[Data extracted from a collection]

################

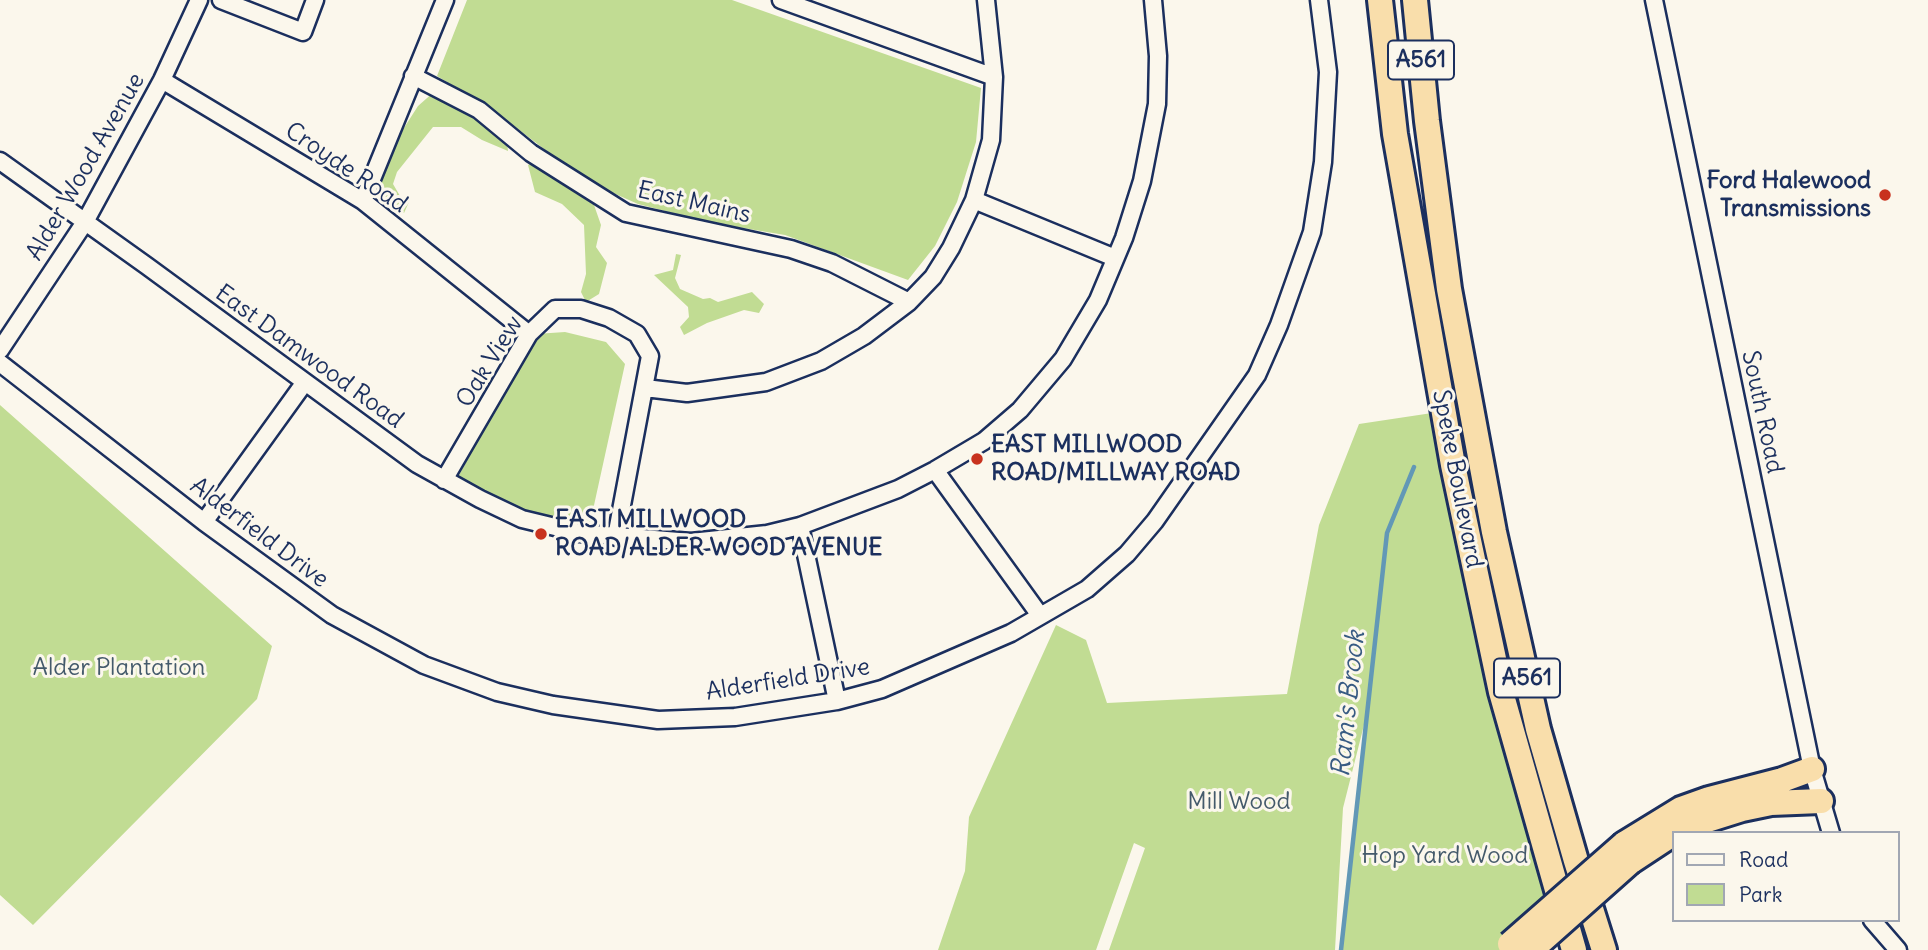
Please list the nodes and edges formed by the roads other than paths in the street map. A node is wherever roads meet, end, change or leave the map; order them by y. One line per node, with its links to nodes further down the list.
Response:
1 (200, 0): 14 (street, Alder Wood Avenue)
2 (221, 0): 3 (street)
3 (316, 0)
4 (445, 0): 12 (street)
5 (781, 0): 13 (street)
6 (986, 0): 13 (street)
7 (1153, 0): 19 (street, East Damwood Road)
8 (1319, 0): 31 (street, Alderfield Drive)
9 (1380, 0): 41 (highway, Speke Boulevard / A561)
10 (1415, 0): 42 (highway, Speke Boulevard / A561)
11 (1654, 0): 33 (street, South Road)
12 (413, 76): 17 (street); 20 (street, East Mains)
13 (995, 77): 16 (street)
14 (162, 80): 17 (street, Croyde Road); 18 (street, Alder Wood Avenue)
15 (0, 161): 18 (street, East Damwood Road)
16 (975, 200): 19 (street); 20 (street)
17 (363, 201): 21 (street, Croyde Road)
18 (85, 222): 22 (street, Alder Wood Avenue); 24 (street, East Damwood Road)
19 (1115, 258): 26 (street, East Damwood Road)
20 (909, 302): 25 (street)
21 (529, 334): 25 (street, Oak View); 27 (street, Oak View)
22 (0, 350)
23 (0, 363): 28 (street, Alderfield Drive)
24 (305, 382): 27 (street, East Damwood Road); 28 (street)
25 (645, 388): 30 (street, Oak View)
26 (935, 470): 29 (street, East Damwood Road); 31 (street)
27 (444, 481): 30 (street, East Damwood Road)
28 (204, 522): 32 (street, Alderfield Drive)
29 (800, 526): 30 (street, East Damwood Road); 32 (street)
30 (616, 537)
31 (1039, 614): 32 (street, Alderfield Drive)
32 (837, 701)
33 (1812, 769): 34 (street, South Road); 38 (highway)
34 (1821, 801): 35 (highway); 36 (street, South Road)
35 (1679, 831)
36 (1830, 831)
37 (1672, 834): 38 (highway)
38 (1627, 853): 40 (highway, bridge)
39 (1874, 922): 43 (street)
40 (1515, 948)
41 (1574, 950)
42 (1604, 950)
43 (1898, 950)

################

Please print the entries above exactly. Skip every picture.

Solution to this task —
Please list the nodes and edges formed by the roads other than paths in the street map. A node is wherever roads meet, end, change or leave the map; order them by y. One line per node, with its links to nodes further down the list.
Response:
1 (200, 0): 14 (street, Alder Wood Avenue)
2 (221, 0): 3 (street)
3 (316, 0)
4 (445, 0): 12 (street)
5 (781, 0): 13 (street)
6 (986, 0): 13 (street)
7 (1153, 0): 19 (street, East Damwood Road)
8 (1319, 0): 31 (street, Alderfield Drive)
9 (1380, 0): 41 (highway, Speke Boulevard / A561)
10 (1415, 0): 42 (highway, Speke Boulevard / A561)
11 (1654, 0): 33 (street, South Road)
12 (413, 76): 17 (street); 20 (street, East Mains)
13 (995, 77): 16 (street)
14 (162, 80): 17 (street, Croyde Road); 18 (street, Alder Wood Avenue)
15 (0, 161): 18 (street, East Damwood Road)
16 (975, 200): 19 (street); 20 (street)
17 (363, 201): 21 (street, Croyde Road)
18 (85, 222): 22 (street, Alder Wood Avenue); 24 (street, East Damwood Road)
19 (1115, 258): 26 (street, East Damwood Road)
20 (909, 302): 25 (street)
21 (529, 334): 25 (street, Oak View); 27 (street, Oak View)
22 (0, 350)
23 (0, 363): 28 (street, Alderfield Drive)
24 (305, 382): 27 (street, East Damwood Road); 28 (street)
25 (645, 388): 30 (street, Oak View)
26 (935, 470): 29 (street, East Damwood Road); 31 (street)
27 (444, 481): 30 (street, East Damwood Road)
28 (204, 522): 32 (street, Alderfield Drive)
29 (800, 526): 30 (street, East Damwood Road); 32 (street)
30 (616, 537)
31 (1039, 614): 32 (street, Alderfield Drive)
32 (837, 701)
33 (1812, 769): 34 (street, South Road); 38 (highway)
34 (1821, 801): 35 (highway); 36 (street, South Road)
35 (1679, 831)
36 (1830, 831)
37 (1672, 834): 38 (highway)
38 (1627, 853): 40 (highway, bridge)
39 (1874, 922): 43 (street)
40 (1515, 948)
41 (1574, 950)
42 (1604, 950)
43 (1898, 950)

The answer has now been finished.